One of the things that I love about this Committee is that you 
all have the pleasure of testifying before the only Committee 
in Congress that deals with nonnegotiable laws, you know, mass 
conservation, energy conservation. It's a perk of this 
Committee.
    I want to--I mention that because I want to start--and I 
really appreciate Mr. Friedmann's comments about how important 
some of the industrial uses of hydrogen are. And at the same 
time I will tell you that I'm really concerned that we have--we 
don't prioritize our research budgets always in the ways that 
have the most use.
    And so, Mr. Wipke, I want to go through just a couple just 
straight math issues I'm hoping we can answer quick because I 
want to get to sort of a meaty policy question at the end for 
everybody's input. Twenty years ago, the state-of-the-art in 
energy storage for electricity was lead acid batteries, and the 
state-of-the-art for hydrogen was compressed hydrogen tanks. 
Lead acid batteries were, you know--and I'm going back--some of 
these numbers are old--you know, 40 watt hours per kilogram, 
maybe 80 watt hours per liter. State-of-the-art for batteries 
is now lithium-ion. It's almost a 10fold improvement, you know, 
touching up close to 300 watt hours per liter, you know, close 
to 700--or, I'm sorry, 700 watt hours per liter and close to 
300 watt hours per kilogram. So that's a 10fold improvement, 
which is why we can now talk about vehicles with long ranges.
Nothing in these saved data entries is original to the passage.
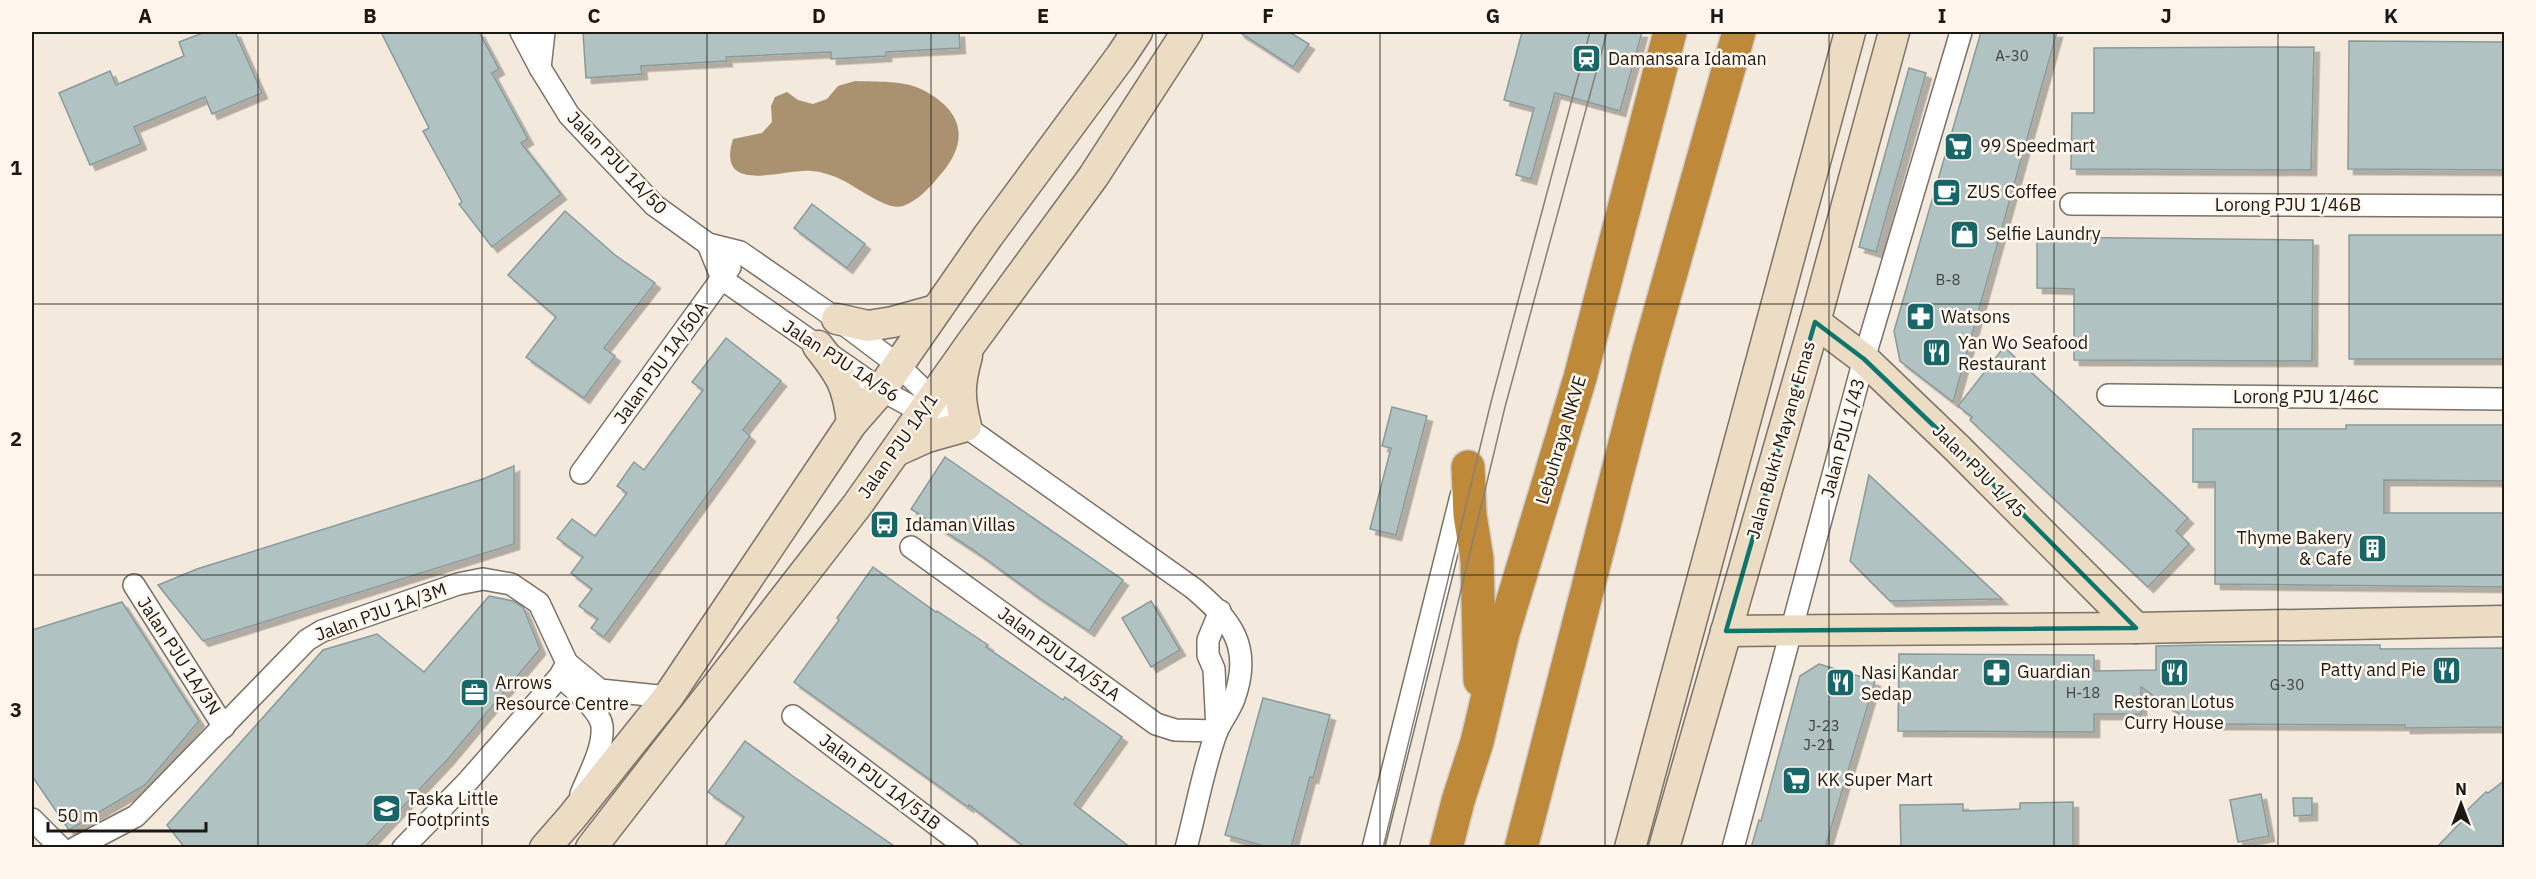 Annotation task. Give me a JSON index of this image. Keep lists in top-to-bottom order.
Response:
{
  "streets": {
    "highway": ["Lebuhraya NKVE"],
    "main road": ["Jalan Bukit Mayang Emas", "Jalan PJU 1A/1", "Jalan PJU 1/45"],
    "street": [
      "Jalan PJU 1A/50",
      "Lorong PJU 1/46B",
      "Jalan PJU 1A/56",
      "Jalan PJU 1A/50A",
      "Lorong PJU 1/46C",
      "Jalan PJU 1/43",
      "Jalan PJU 1A/3M",
      "Jalan PJU 1A/51A",
      "Jalan PJU 1A/3N",
      "Jalan PJU 1A/51B"
    ]
  },
  "crossings": [
    ["Jalan PJU 1A/50", "Jalan PJU 1A/56"],
    ["Jalan PJU 1A/56", "Jalan PJU 1A/50A"],
    ["Jalan PJU 1A/56", "Jalan PJU 1A/1"],
    ["Jalan PJU 1/43", "Jalan PJU 1/45"],
    ["Jalan Bukit Mayang Emas", "Jalan PJU 1/45"],
    ["Jalan PJU 1A/3M", "Jalan PJU 1A/3N"]
  ],
  "places": {
    "station": ["Damansara Idaman"],
    "supermarket": ["99 Speedmart", "KK Super Mart"],
    "cafe": ["ZUS Coffee"],
    "shop": ["Selfie Laundry"],
    "pharmacy": ["Watsons", "Guardian"],
    "restaurant": [
      "Yan Wo Seafood Restaurant",
      "Patty and Pie",
      "Restoran Lotus Curry House",
      "Nasi Kandar Sedap"
    ],
    "bus stop": ["Idaman Villas"],
    "building": ["Thyme Bakery & Cafe"],
    "office": ["Arrows Resource Centre"],
    "school or university": ["Taska Little Footprints"]
  },
  "house_numbers": [
    "A-30",
    "B-8",
    "G-30",
    "H-18",
    "J-23",
    "J-21"
  ],
  "scale_bar": "50 m",
  "north": "top",
  "grid": {
    "columns": [
      "A",
      "B",
      "C",
      "D",
      "E",
      "F",
      "G",
      "H",
      "I",
      "J",
      "K"
    ],
    "rows": ["1", "2", "3"]
  }
}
    And so as an energy carrier, whether we're going to use 
electricity or hydrogen as an energy carrier, we've seen these 
huge advances in the mass and energy density. Over the last 20 
years, has there been any meaningful advance in the energy or 
mass density of hydrogen storage technology such as we've seen 
for electricity? And I'm not criticizing the research. I'm just 
trying to understand, has there been any change in those 
numbers?
    Mr. Wipke. Yes, so for decades the goal of the hydrogen 
storage research was onboard storage for vehicles, for cars 
specifically, so very tight requirements. Essentially what was 
needed for a car has been met. You can store 6 kilograms on 
board in compressed hydrogen tanks. It does the job. It also 
does the job for heavy-duty trucks today. However, the research 
hasn't stopped, and I think, you know----
    Mr. Casten. I'm sorry to cut you off because I do want to 
get to my question.
    Mr. Wipke. Yes.
    Mr. Casten. I'm just asking like state-of-the-art was 
compressed in hydrogen, you know, maybe liquefied 20 years ago. 
Do we have new technologies that have a greater--I'm not 
questioning the goals. I'm saying has the technology changed 
much in the 20 years as far as our ability to get more watt 
hours into less mass, less volume?
    Mr. Wipke. I think the goal posts aren't necessarily there 
for onboard storage. We don't need to do it to do it with the 
cars, right?
    Mr. Casten. OK.
    Mr. Wipke. We've gotten where we need to.
    Mr. Casten. Well, let me--and, again, I'm not just talking 
about vehicles. I'm saying hydrogen as an energy carrier is 
tied to that storage question. From an efficiency perspective, 
I take issue with Mr. Kimber's comment that efficiency doesn't 
matter. It does matter. If we can, you know, generate solar 
power with half as much acreage, that's a big deal even though 
the sun is free.
    Twenty years ago, you know, the state-of-the-art for 
conversion, you know, round-trip efficiency on a battery 70, 80 
percent, round-trip efficiency electrolyzer to storage to a 
fuel cell, you know, maybe 30 percent, more if we're going to 
use liquefaction. I don't think either of those numbers have 
meaningfully changed in 20 years, so we're still at 70 to 80 
percent round-trip efficiency on electric, 30 percent--Mr. 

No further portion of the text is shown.